Saved data entries

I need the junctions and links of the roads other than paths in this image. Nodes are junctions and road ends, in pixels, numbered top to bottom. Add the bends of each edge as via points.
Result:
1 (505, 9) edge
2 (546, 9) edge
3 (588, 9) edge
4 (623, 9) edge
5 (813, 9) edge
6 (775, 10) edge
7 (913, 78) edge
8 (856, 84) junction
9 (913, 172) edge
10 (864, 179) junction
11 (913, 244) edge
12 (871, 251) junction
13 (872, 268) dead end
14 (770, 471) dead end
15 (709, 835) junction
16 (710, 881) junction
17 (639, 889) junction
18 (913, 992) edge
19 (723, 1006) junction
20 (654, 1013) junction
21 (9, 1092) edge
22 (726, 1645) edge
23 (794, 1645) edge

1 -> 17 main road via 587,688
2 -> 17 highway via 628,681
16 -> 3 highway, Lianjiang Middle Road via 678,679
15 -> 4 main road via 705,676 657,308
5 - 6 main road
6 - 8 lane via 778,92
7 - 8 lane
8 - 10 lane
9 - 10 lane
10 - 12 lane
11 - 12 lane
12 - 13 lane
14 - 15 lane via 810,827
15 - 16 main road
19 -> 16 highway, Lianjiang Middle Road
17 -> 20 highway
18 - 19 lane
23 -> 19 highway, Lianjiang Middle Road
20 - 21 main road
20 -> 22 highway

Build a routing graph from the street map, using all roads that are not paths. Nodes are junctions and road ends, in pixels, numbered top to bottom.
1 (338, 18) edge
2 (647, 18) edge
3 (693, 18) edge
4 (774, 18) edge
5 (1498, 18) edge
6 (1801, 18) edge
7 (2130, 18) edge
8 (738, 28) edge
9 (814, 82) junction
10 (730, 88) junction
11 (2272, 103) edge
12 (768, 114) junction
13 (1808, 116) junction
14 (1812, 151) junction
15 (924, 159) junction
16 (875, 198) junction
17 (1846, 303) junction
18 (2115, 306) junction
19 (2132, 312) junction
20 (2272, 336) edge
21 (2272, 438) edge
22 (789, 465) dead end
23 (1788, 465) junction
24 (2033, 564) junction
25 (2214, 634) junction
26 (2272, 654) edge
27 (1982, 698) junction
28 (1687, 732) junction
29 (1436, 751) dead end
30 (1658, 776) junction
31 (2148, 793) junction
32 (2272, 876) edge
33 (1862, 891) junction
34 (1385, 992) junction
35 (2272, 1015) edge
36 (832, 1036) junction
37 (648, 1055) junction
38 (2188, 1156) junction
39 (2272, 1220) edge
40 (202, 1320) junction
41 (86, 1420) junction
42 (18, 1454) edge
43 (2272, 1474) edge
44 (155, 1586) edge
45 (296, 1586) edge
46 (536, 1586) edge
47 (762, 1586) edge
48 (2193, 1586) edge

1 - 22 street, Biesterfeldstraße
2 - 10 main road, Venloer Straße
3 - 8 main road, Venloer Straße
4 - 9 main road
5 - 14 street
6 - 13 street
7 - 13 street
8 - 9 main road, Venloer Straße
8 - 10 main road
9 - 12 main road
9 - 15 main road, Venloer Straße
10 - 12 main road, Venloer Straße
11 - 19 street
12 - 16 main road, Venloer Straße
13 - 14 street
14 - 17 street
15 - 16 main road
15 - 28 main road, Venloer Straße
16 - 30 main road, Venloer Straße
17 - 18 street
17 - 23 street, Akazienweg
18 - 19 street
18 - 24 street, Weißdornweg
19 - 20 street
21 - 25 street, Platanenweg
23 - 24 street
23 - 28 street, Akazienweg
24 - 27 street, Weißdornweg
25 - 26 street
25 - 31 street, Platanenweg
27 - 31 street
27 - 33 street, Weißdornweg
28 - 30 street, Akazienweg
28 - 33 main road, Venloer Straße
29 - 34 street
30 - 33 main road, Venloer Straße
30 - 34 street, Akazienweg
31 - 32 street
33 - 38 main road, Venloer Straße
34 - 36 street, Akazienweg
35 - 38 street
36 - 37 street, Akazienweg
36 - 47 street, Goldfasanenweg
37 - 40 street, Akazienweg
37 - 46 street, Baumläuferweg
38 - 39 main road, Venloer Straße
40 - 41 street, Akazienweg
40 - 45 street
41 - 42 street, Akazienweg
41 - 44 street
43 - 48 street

**Assigned task:** Line by line, set the records above down again exactly.

**Your response:**
I need the junctions and links of the roads other than paths in this image. Nodes are junctions and road ends, in pixels, numbered top to bottom. Add the bends of each edge as via points.
Result:
1 (505, 9) edge
2 (546, 9) edge
3 (588, 9) edge
4 (623, 9) edge
5 (813, 9) edge
6 (775, 10) edge
7 (913, 78) edge
8 (856, 84) junction
9 (913, 172) edge
10 (864, 179) junction
11 (913, 244) edge
12 (871, 251) junction
13 (872, 268) dead end
14 (770, 471) dead end
15 (709, 835) junction
16 (710, 881) junction
17 (639, 889) junction
18 (913, 992) edge
19 (723, 1006) junction
20 (654, 1013) junction
21 (9, 1092) edge
22 (726, 1645) edge
23 (794, 1645) edge

1 -> 17 main road via 587,688
2 -> 17 highway via 628,681
16 -> 3 highway, Lianjiang Middle Road via 678,679
15 -> 4 main road via 705,676 657,308
5 - 6 main road
6 - 8 lane via 778,92
7 - 8 lane
8 - 10 lane
9 - 10 lane
10 - 12 lane
11 - 12 lane
12 - 13 lane
14 - 15 lane via 810,827
15 - 16 main road
19 -> 16 highway, Lianjiang Middle Road
17 -> 20 highway
18 - 19 lane
23 -> 19 highway, Lianjiang Middle Road
20 - 21 main road
20 -> 22 highway

Build a routing graph from the street map, using all roads that are not paths. Nodes are junctions and road ends, in pixels, numbered top to bottom.
1 (338, 18) edge
2 (647, 18) edge
3 (693, 18) edge
4 (774, 18) edge
5 (1498, 18) edge
6 (1801, 18) edge
7 (2130, 18) edge
8 (738, 28) edge
9 (814, 82) junction
10 (730, 88) junction
11 (2272, 103) edge
12 (768, 114) junction
13 (1808, 116) junction
14 (1812, 151) junction
15 (924, 159) junction
16 (875, 198) junction
17 (1846, 303) junction
18 (2115, 306) junction
19 (2132, 312) junction
20 (2272, 336) edge
21 (2272, 438) edge
22 (789, 465) dead end
23 (1788, 465) junction
24 (2033, 564) junction
25 (2214, 634) junction
26 (2272, 654) edge
27 (1982, 698) junction
28 (1687, 732) junction
29 (1436, 751) dead end
30 (1658, 776) junction
31 (2148, 793) junction
32 (2272, 876) edge
33 (1862, 891) junction
34 (1385, 992) junction
35 (2272, 1015) edge
36 (832, 1036) junction
37 (648, 1055) junction
38 (2188, 1156) junction
39 (2272, 1220) edge
40 (202, 1320) junction
41 (86, 1420) junction
42 (18, 1454) edge
43 (2272, 1474) edge
44 (155, 1586) edge
45 (296, 1586) edge
46 (536, 1586) edge
47 (762, 1586) edge
48 (2193, 1586) edge

1 - 22 street, Biesterfeldstraße
2 - 10 main road, Venloer Straße
3 - 8 main road, Venloer Straße
4 - 9 main road
5 - 14 street
6 - 13 street
7 - 13 street
8 - 9 main road, Venloer Straße
8 - 10 main road
9 - 12 main road
9 - 15 main road, Venloer Straße
10 - 12 main road, Venloer Straße
11 - 19 street
12 - 16 main road, Venloer Straße
13 - 14 street
14 - 17 street
15 - 16 main road
15 - 28 main road, Venloer Straße
16 - 30 main road, Venloer Straße
17 - 18 street
17 - 23 street, Akazienweg
18 - 19 street
18 - 24 street, Weißdornweg
19 - 20 street
21 - 25 street, Platanenweg
23 - 24 street
23 - 28 street, Akazienweg
24 - 27 street, Weißdornweg
25 - 26 street
25 - 31 street, Platanenweg
27 - 31 street
27 - 33 street, Weißdornweg
28 - 30 street, Akazienweg
28 - 33 main road, Venloer Straße
29 - 34 street
30 - 33 main road, Venloer Straße
30 - 34 street, Akazienweg
31 - 32 street
33 - 38 main road, Venloer Straße
34 - 36 street, Akazienweg
35 - 38 street
36 - 37 street, Akazienweg
36 - 47 street, Goldfasanenweg
37 - 40 street, Akazienweg
37 - 46 street, Baumläuferweg
38 - 39 main road, Venloer Straße
40 - 41 street, Akazienweg
40 - 45 street
41 - 42 street, Akazienweg
41 - 44 street
43 - 48 street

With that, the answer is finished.